Ce qui inquiète les autorités de santé est que cette souche semble particulièrement sévère (10% des cas ayant nécessité une transplantation). Et tant que les causes de cette infection demeurent inconnues, il est difficile de se protéger. « Comme nous ne connaissons pas la cause, nous ne connaissons pas la voie de transmission et comment la prévenir et la traiter », a déclaré Aikaterini Mougkou, experte en résistance antimicrobienne au Centre européen de prévention et de contrôle des maladies.
Comme dans la plupart des pays, de par les mesures de prévention mises en place, les taux d’infections « habituelles » (gastro-entérites, rhinopharyngites, etc.) ont largement chuté au Royaume-Uni pendant la pandémie.
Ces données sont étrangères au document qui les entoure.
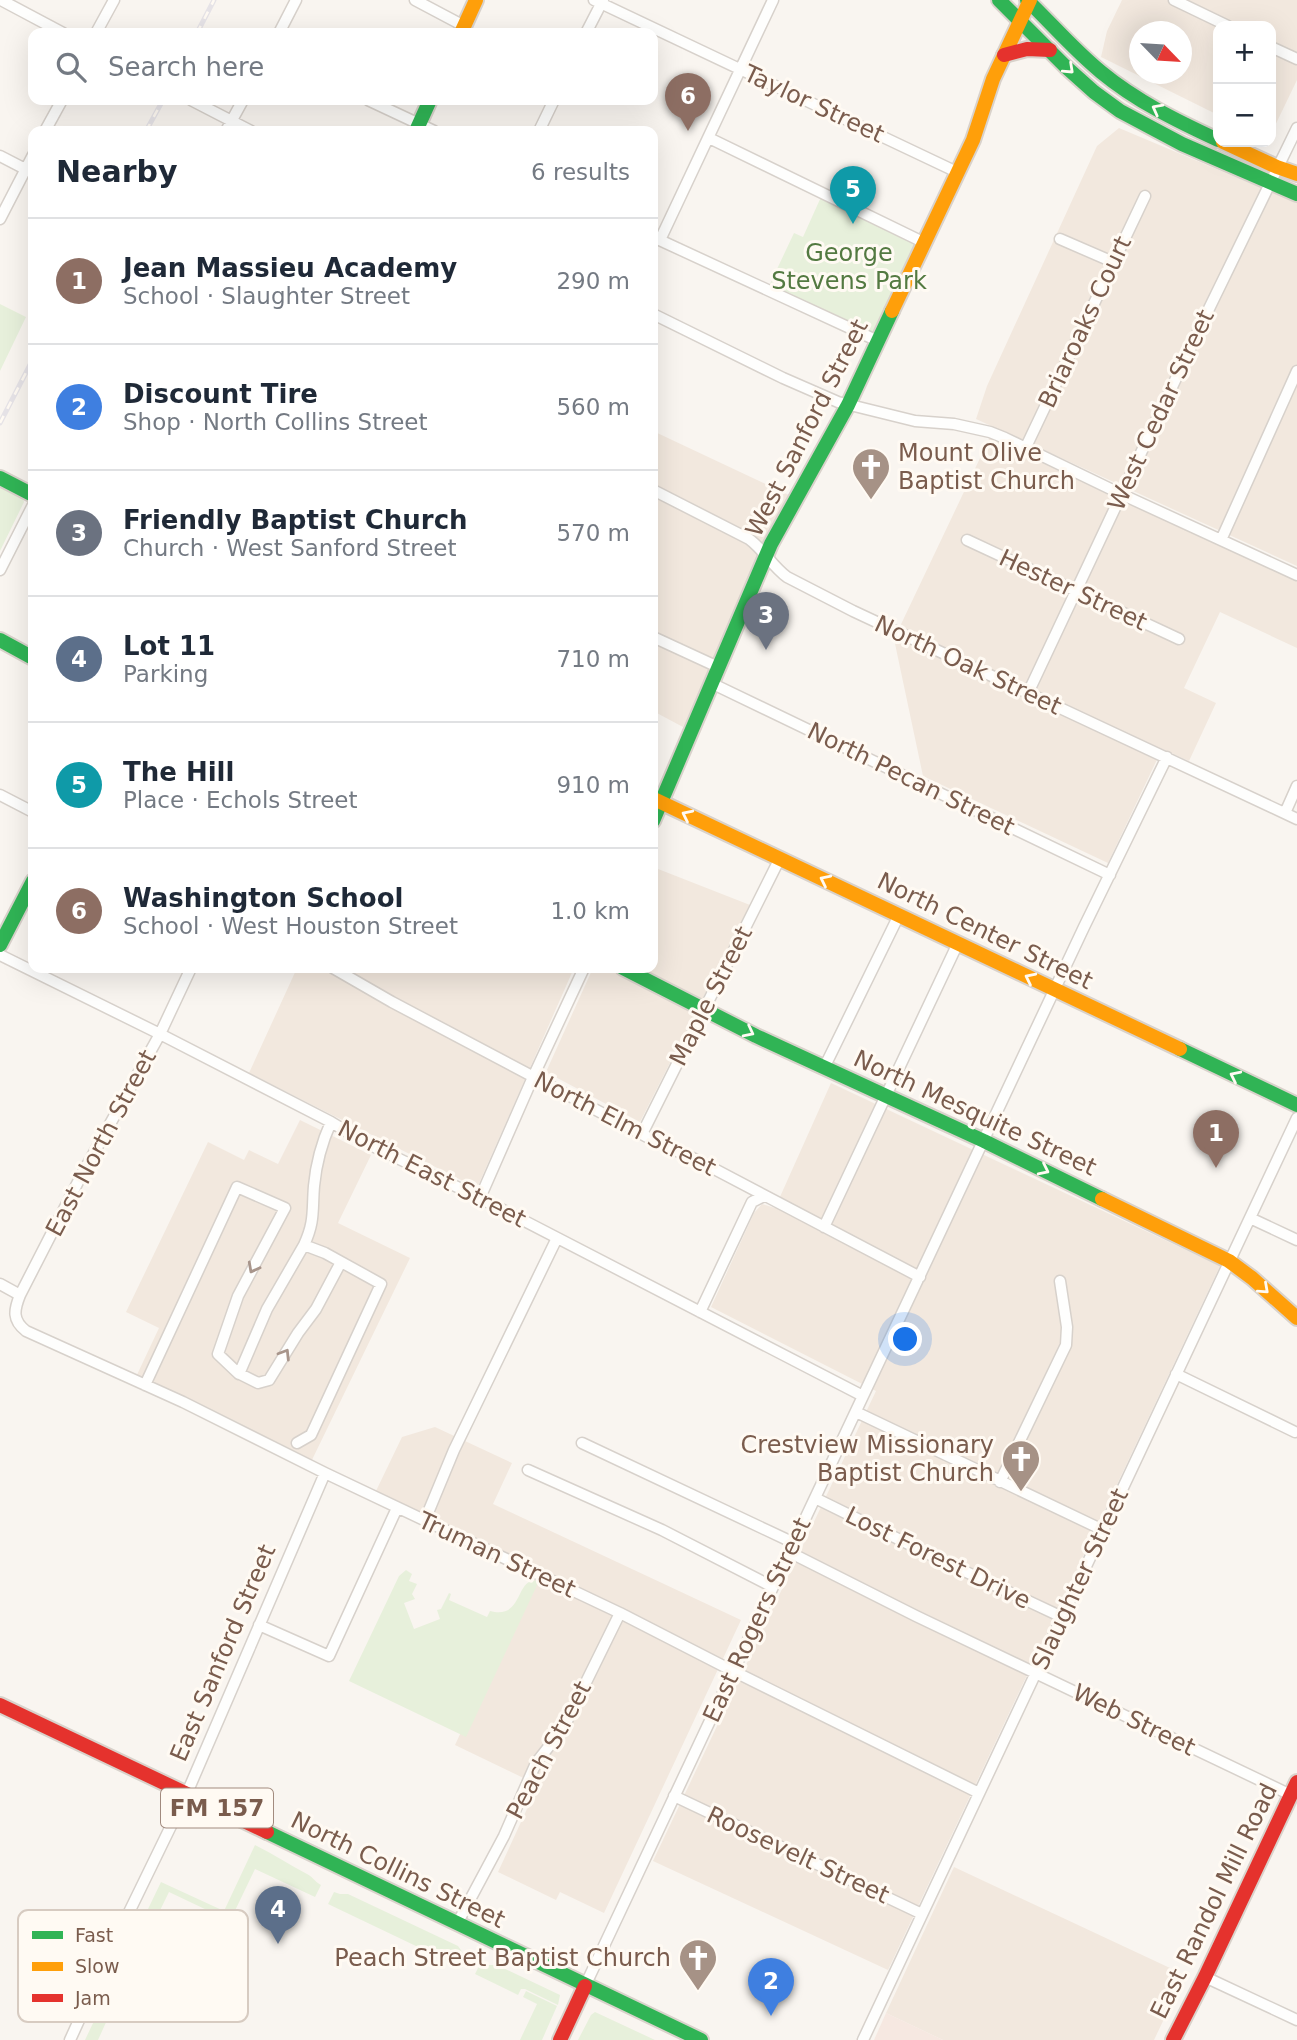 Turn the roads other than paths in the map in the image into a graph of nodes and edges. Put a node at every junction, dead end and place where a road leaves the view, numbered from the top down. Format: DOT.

Mais depuis la levée de ces mesures, les taux d’adénovirus ont subitement augmenté. « Les Pays-Bas ont également signalé une augmentation simultanée de la circulation communautaire des adénovirus », ajoute l’OMS. Ainsi, il se pourrait que le fait que les enfants aient été moins exposés aux adénovirus pendant la pandémie ait provoqué une plus grande vulnérabilité face à ces virus envers lesquels ils n’ont pas eu l’occasion de développer une immunité.
Mais si l’adénovirus est considéré comme une cause possible, « il n’explique pas entièrement la gravité du tableau clinique », souligne l’OMS. Les autorités sanitaires continuent d’enquêter. Meera Chand, directrice des infections cliniques et émergentes à l’Agence britannique de sécurité sanitaire, évoque la possibilité d’une combinaison d’un adénovirus standard avec un facteur qui augmenterait sa gravité, ou de l’émergence d’un nouvel adénovirus. La co-infection avec le SARS-CoV-2 sera elle aussi explorée plus avant.
La priorité est donc aujourd’hui de trouver la cause précise de cette hépatite, afin de mettre en place les mesures de prévention nécessaires. À savoir que les adénovirus sont généralement transmis par contact direct (ou via des surfaces contaminées), ainsi que par voie respiratoire. En attendant d’en savoir plus, le meilleur moyen de s’en protéger reste donc d’adopter une parfaite hygiène des mains et de porter un masque — des pratiques désormais familières.